- Tarr Family Professor of Bioengineering and Applied Physics
- Core Member, Wyss Institute for Biologically Inspired Engineering
- Member, Kavli Institute for Bionano Science & Technology
Kit Parker researches cardiac cell biology and tissue engineering, traumatic brain injury, and biological applications of micro- and nanotechnologies.
He is involved in projects ranging from creating organs-on-chips to developing nanofabrics for applications in tissue regeneration. Through funding from the National Institutes of Health and the U.S. Food and Drug Administration, he is currently helping develop a "heart-lung micromachine" that will accelerate drug safety and efficacy testing.
Parker is the Tarr Family Professor of Bioengineering and Applied Physics in the Harvard School of Engineering and Applied Sciences and a Core Faculty Member at the Wyss Institute for Biologically Inspired Engineering at Harvard University.
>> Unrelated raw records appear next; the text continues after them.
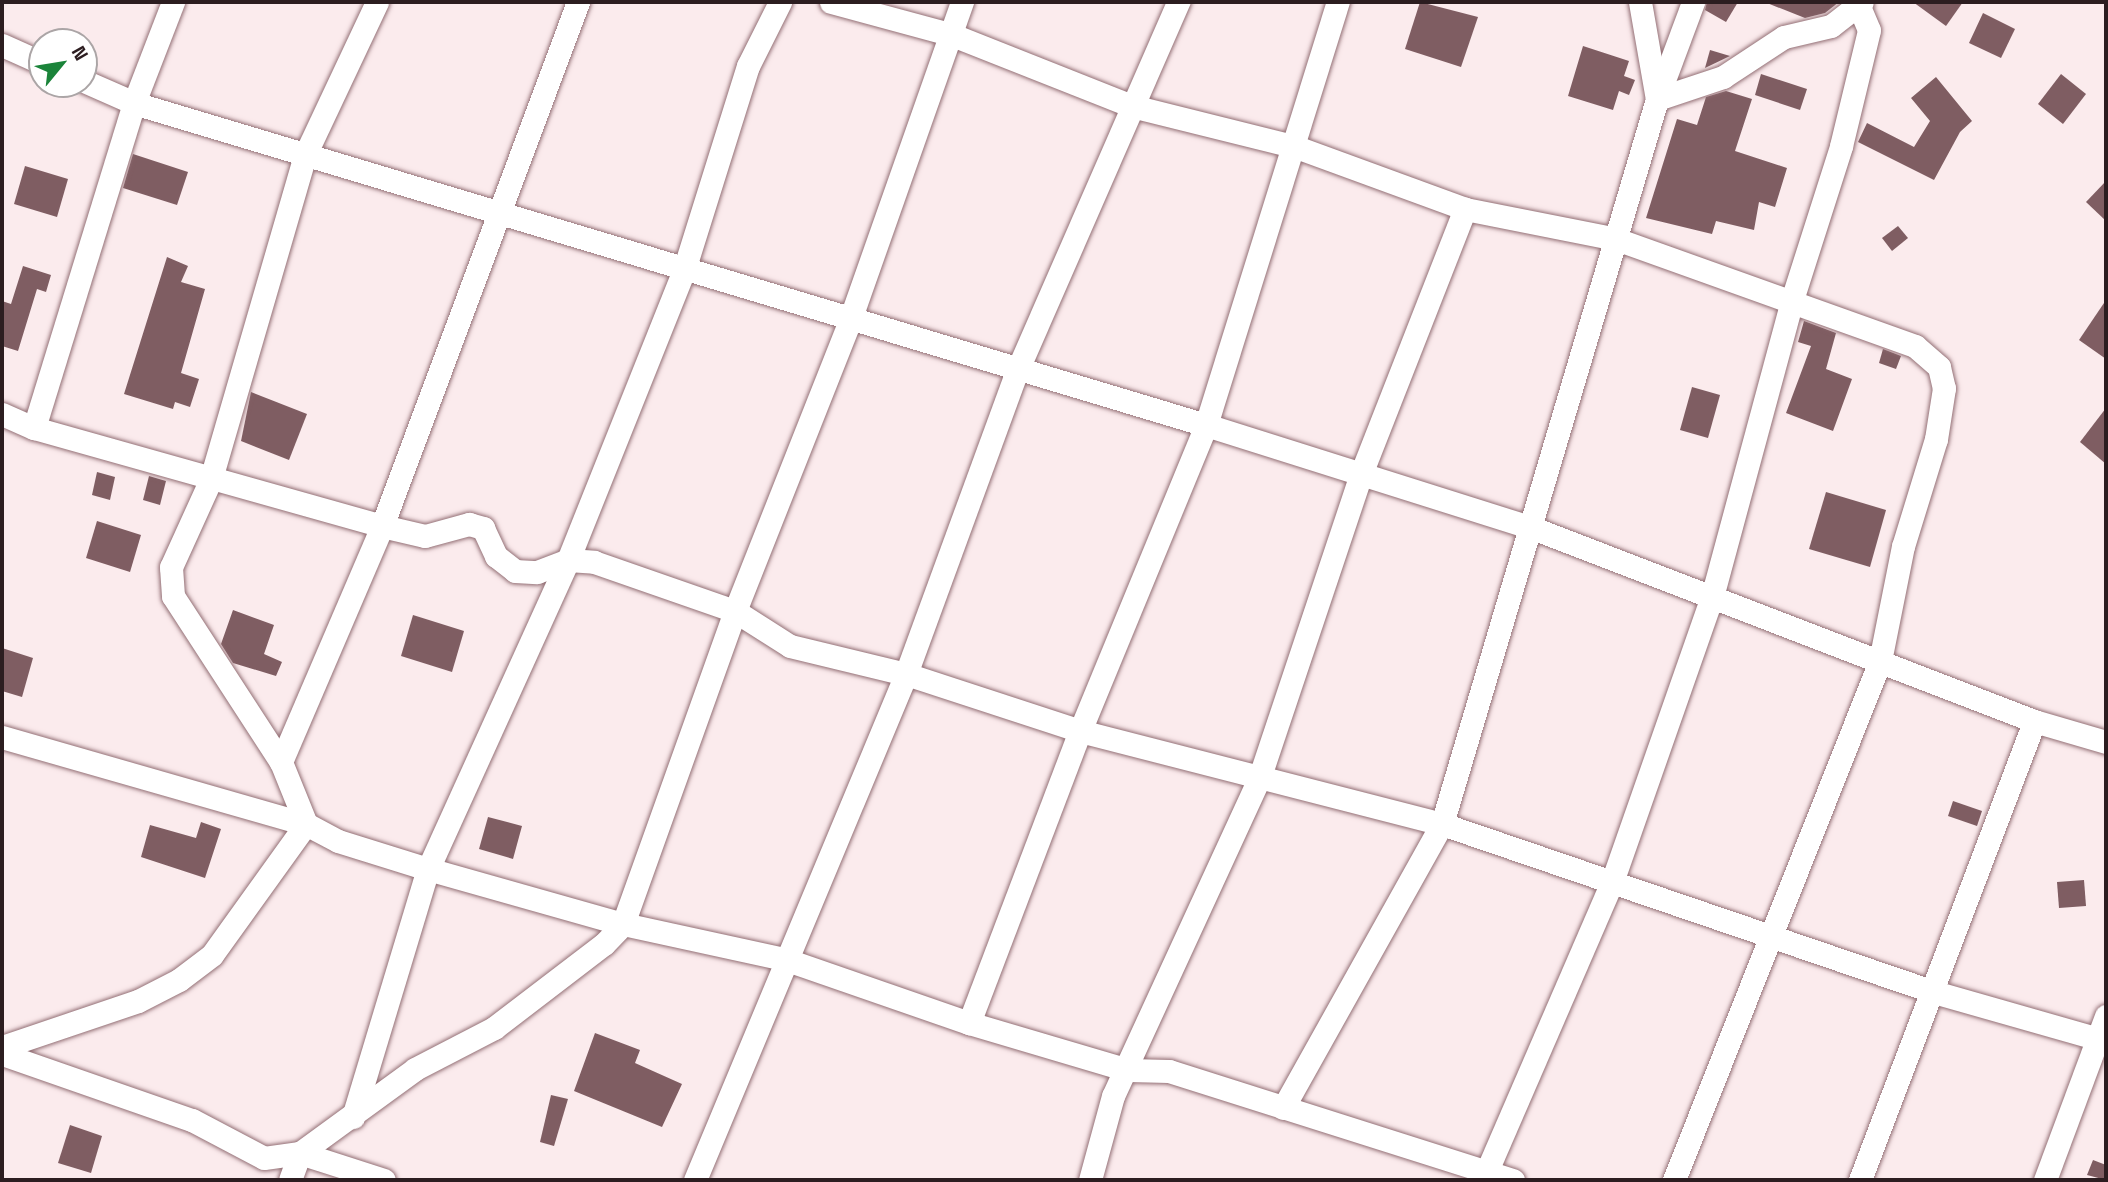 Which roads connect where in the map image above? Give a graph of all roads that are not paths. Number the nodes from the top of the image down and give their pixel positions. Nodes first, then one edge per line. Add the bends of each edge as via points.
1 (173, 2) edge
2 (377, 2) edge
3 (579, 2) edge
4 (780, 2) edge
5 (831, 2) edge
6 (962, 2) edge
7 (1178, 2) edge
8 (1338, 2) edge
9 (1640, 2) edge
10 (1693, 2) edge
11 (1860, 4) edge
12 (950, 34) junction
13 (2, 45) edge
14 (28, 57) edge
15 (98, 87) edge
16 (1657, 99) junction
17 (134, 103) junction
18 (1132, 106) junction
19 (1296, 147) junction
20 (305, 155) junction
21 (1465, 209) junction
22 (500, 214) junction
23 (1616, 239) junction
24 (684, 271) junction
25 (1792, 300) junction
26 (850, 320) junction
27 (1017, 371) junction
28 (2, 414) edge
29 (1206, 425) junction
30 (34, 428) junction
31 (1361, 474) junction
32 (211, 479) junction
33 (382, 526) junction
34 (1530, 527) junction
35 (568, 559) junction
36 (1712, 597) junction
37 (735, 611) junction
38 (1880, 661) junction
39 (906, 674) junction
40 (2034, 721) junction
41 (1080, 731) junction
42 (2, 737) edge
43 (2106, 742) edge
44 (281, 762) junction
45 (1259, 779) junction
46 (306, 824) junction
47 (1443, 824) junction
48 (428, 869) junction
49 (1612, 882) junction
50 (622, 924) junction
51 (1769, 936) junction
52 (784, 959) junction
53 (1934, 992) junction
54 (2106, 1016) edge
55 (969, 1023) junction
56 (2102, 1040) edge
57 (2, 1047) edge
58 (2, 1054) edge
59 (1128, 1070) junction
60 (1283, 1108) junction
61 (353, 1116) junction
62 (300, 1153) junction
63 (1484, 1176) edge
64 (290, 1180) edge
65 (384, 1180) edge
66 (695, 1180) edge
67 (1090, 1180) edge
68 (1513, 1180) edge
69 (1674, 1180) edge
70 (1860, 1180) edge
71 (2045, 1180) edge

At SEAS, he is the director of the Disease Biophysics Group whose research focuses on mechanotransduction in neural and cardiovascular systems. He is also a member of the Systems Biology Program at Harvard Medical School, the Harvard Stem Cell Institute, and the Harvard-MIT Health Sciences and Technology Program.
The Disease Biophysics Group (DBG) at Harvard University is an interdisciplinary team of biologists, physicists, engineers and material scientists actively researching the structure/function relationship in cardiac, neural, and vascular smooth muscle tissue engineering.
We seek to quantify cellular mechanotransduction at the single-cell and tissue level to understand the effect on electrophysiology and disease states.
Specifically, we are interested in how extracellular matrix and cytoskeletal architecture potentiate and modulate the activation of mechanochemical and mechanoelectrical signaling pathways and genetic programs in cardiac, neural, and vascular smooth muscle cells and tissues.
In order to study these mechanisms at different spatial scales, we use cellular and tissue engineering techniques that allow us to build custom-designed tissue constructs as experimental preparations.
- Mechanotransduction – the role of mechanical stress, cell shape, and cell architecture on cell function.
- Tissue Engineering – development of tissue grafts and scaffolds with unique structures and functions.
- Brain Injury – investigating the mechanisms of traumatic brain injury at a cell and tissue scale.
- Nanotextiles – developing new techniques for mimicking ECM networks for regenerative medicine and other industrial applications.
- Microdevices – designing and building microscale soft biological constructs which retain their unique biological functionalities.